[Goal of the exercise] A single number is the whole answer: how many lines in this listing contain "CARRERA".

● ● ●

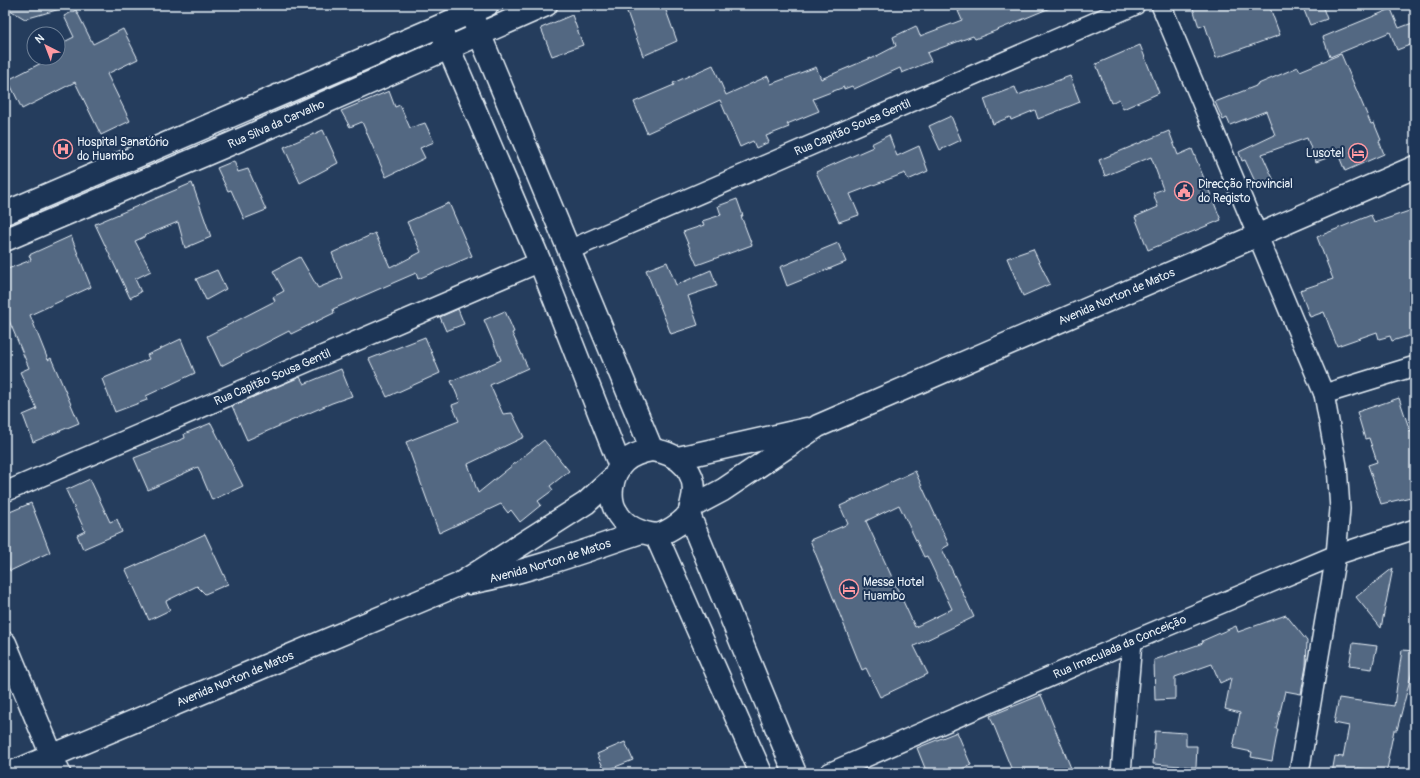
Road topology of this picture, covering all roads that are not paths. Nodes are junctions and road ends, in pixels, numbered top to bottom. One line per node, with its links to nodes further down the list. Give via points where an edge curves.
1 (546, 5): 6 (street, Rua Silva da Carvalho)
2 (1135, 5): 14 (street, Rua Capitão Sousa Gentil)
3 (1161, 5): 12 (street)
4 (479, 9): 5 (street, Rua Silva da Carvalho); 6 (street)
5 (440, 26): 7 (street); 8 (street, Rua Silva da Carvalho)
6 (480, 35): 7 (street, Rua Silva da Carvalho); 14 (street)
7 (449, 48): 10 (street, Rua Silva da Carvalho); 15 (street)
8 (119, 164): 10 (street); 11 (street, Rua Silva da Carvalho)
9 (1415, 168): 12 (street, Avenida Norton de Matos)
10 (129, 186): 13 (street, Rua Silva da Carvalho)
11 (5, 213)
12 (1257, 236): 17 (street); 18 (street, Avenida Norton de Matos)
13 (5, 240)
14 (569, 250): 19 (street)
15 (540, 262): 21 (street); 22 (street, Rua Capitão Sousa Gentil)
16 (1415, 366): 17 (street)
17 (1324, 394): 26 (street, via 1337,466 1340,509)
18 (818, 426): 20 (street, Avenida Norton de Matos); 23 (street, Avenida Norton de Matos)
19 (652, 450): 20 (street); 21 (street, via 640,452 629,458)
20 (678, 458): 23 (street, via 691,475 694,486)
21 (617, 472): 25 (street, via 611,495 615,511 626,524); 27 (street, Avenida Norton de Matos, via 586,503)
22 (5, 492)
23 (690, 511): 25 (street, via 672,528); 33 (street)
24 (1415, 530): 26 (street, Rua Imaculada da Conceição)
25 (649, 533): 27 (street, Avenida Norton de Matos, via 487,580); 32 (street)
26 (1336, 555): 28 (street, Rua Imaculada da Conceição); 36 (street)
27 (458, 585): 30 (street, Avenida Norton de Matos)
28 (1132, 641): 34 (street, Rua Imaculada da Conceição); 35 (street)
29 (5, 643): 30 (street)
30 (55, 764): 31 (street, Avenida Norton de Matos)
31 (11, 773)
32 (761, 773)
33 (796, 773)
34 (829, 773)
35 (1121, 773)
36 (1299, 773)

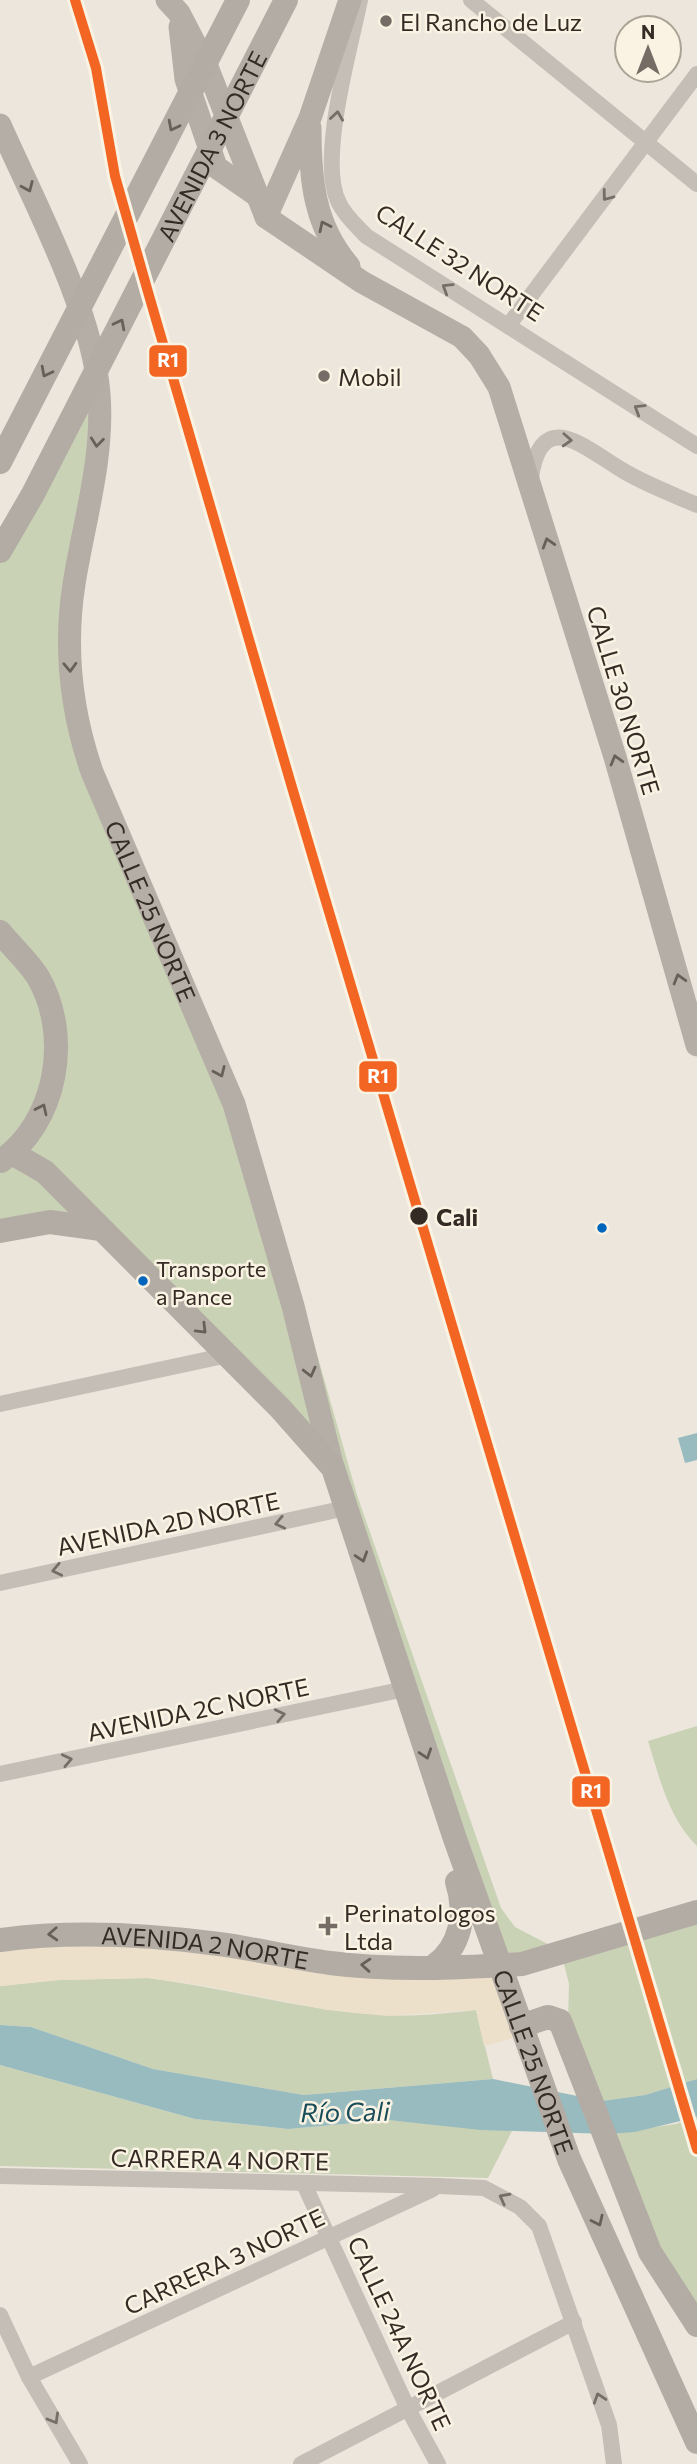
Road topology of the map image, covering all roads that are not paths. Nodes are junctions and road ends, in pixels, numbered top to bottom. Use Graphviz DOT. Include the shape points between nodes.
graph roads {
  1 [pos="237,0"];
  2 [pos="286,0"];
  3 [pos="351,0"];
  4 [pos="360,0"];
  5 [pos="471,0"];
  6 [pos="173,6"];
  7 [pos="697,74"];
  8 [pos="310,118"];
  9 [pos="0,125"];
  10 [pos="648,142"];
  11 [pos="697,184"];
  12 [pos="266,217"];
  13 [pos="362,282"];
  14 [pos="508,326"];
  15 [pos="697,446"];
  16 [pos="0,462"];
  17 [pos="530,484"];
  18 [pos="697,505"];
  19 [pos="0,551"];
  20 [pos="0,932"];
  21 [pos="697,1045"];
  22 [pos="6,1157"];
  23 [pos="101,1229"];
  24 [pos="0,1231"];
  25 [pos="228,1355"];
  26 [pos="0,1404"];
  27 [pos="333,1468"];
  28 [pos="346,1508"];
  29 [pos="0,1583"];
  30 [pos="405,1689"];
  31 [pos="0,1774"];
  32 [pos="454,1836"];
  33 [pos="697,1912"];
  34 [pos="0,1940"];
  35 [pos="499,1965"];
  36 [pos="434,1966"];
  37 [pos="523,2031"];
  38 [pos="0,2176"];
  39 [pos="304,2184"];
  40 [pos="439,2186"];
  41 [pos="330,2238"];
  42 [pos="0,2315"];
  43 [pos="574,2322"];
  44 [pos="697,2325"];
  45 [pos="29,2377"];
  46 [pos="408,2409"];
  47 [pos="697,2442"];
  48 [pos="79,2464"];
  49 [pos="301,2464"];
  50 [pos="438,2464"];
  51 [pos="614,2464"];
  1 -- 16 [label="main road, AVENIDA 3 NORTE, one-way"];
  19 -- 2 [label="main road, AVENIDA 3 NORTE, one-way"];
  3 -- 8 [label="main road"];
  14 -- 4 [label="street, CALLE 32 NORTE, one-way" via="366,236 338,202 333,146"];
  5 -- 10 [label="street"];
  6 -- 12 [label="main road" via="207,67"];
  7 -- 10 [label="street"];
  8 -- 12 [label="main road"];
  13 -- 8 [label="main road, one-way" via="336,251 318,214 310,175"];
  9 -- 27 [label="main road, CALLE 25 NORTE, one-way" via="69,280 99,394 93,486 69,630 79,735 234,1104 293,1306"];
  10 -- 11 [label="street"];
  10 -- 14 [label="street, one-way"];
  12 -- 13 [label="main road"];
  13 -- 17 [label="main road, CALLE 30 NORTE" via="461,337 492,374"];
  15 -- 14 [label="street, CALLE 32 NORTE, one-way"];
  17 -- 18 [label="street, one-way" via="537,450 566,438"];
  21 -- 17 [label="main road, CALLE 30 NORTE, one-way" via="615,757"];
  22 -- 20 [label="main road, one-way" via="38,1118 51,1088 57,1056 54,1019 38,978"];
  22 -- 23 [label="main road, CALLE 25 NORTE" via="45,1172"];
  23 -- 24 [label="main road" via="50,1222"];
  23 -- 25 [label="main road, CALLE 25 NORTE, one-way"];
  25 -- 26 [label="street"];
  25 -- 27 [label="main road, CALLE 25 NORTE"];
  27 -- 28 [label="main road, CALLE 25 NORTE"];
  28 -- 29 [label="street, AVENIDA 2D NORTE, one-way"];
  28 -- 30 [label="main road, CALLE 25 NORTE, one-way"];
  31 -- 30 [label="street, AVENIDA 2C NORTE, one-way"];
  30 -- 32 [label="main road, CALLE 25 NORTE, one-way"];
  32 -- 35 [label="main road, CALLE 25 NORTE"];
  32 -- 36 [label="main road" via="460,1926 449,1956"];
  33 -- 35 [label="main road, AVENIDA 2 NORTE" via="522,1964"];
  36 -- 34 [label="main road, AVENIDA 2 NORTE, one-way" via="331,1963 219,1944 95,1933"];
  35 -- 36 [label="main road, AVENIDA 2 NORTE"];
  35 -- 37 [label="main road, CALLE 25 NORTE"];
  37 -- 44 [label="main road" via="548,2017 560,2021 650,2252"];
  37 -- 47 [label="main road, CALLE 25 NORTE, one-way" via="569,2159"];
  38 -- 39 [label="street, CARRERA 4 NORTE"];
  39 -- 40 [label="street, CARRERA 4 NORTE"];
  39 -- 41 [label="street, CALLE 24A NORTE"];
  40 -- 41 [label="street, CARRERA 3 NORTE"];
  43 -- 40 [label="street, one-way" via="539,2226 520,2207 484,2189"];
  41 -- 45 [label="street, CARRERA 3 NORTE"];
  41 -- 46 [label="street, CALLE 24A NORTE"];
  42 -- 45 [label="street"];
  43 -- 46 [label="street"];
  51 -- 43 [label="street, one-way" via="608,2425"];
  45 -- 48 [label="street, one-way"];
  46 -- 49 [label="street"];
  46 -- 50 [label="street, CALLE 24A NORTE"];
}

● ● ●

[Exercise solution] 4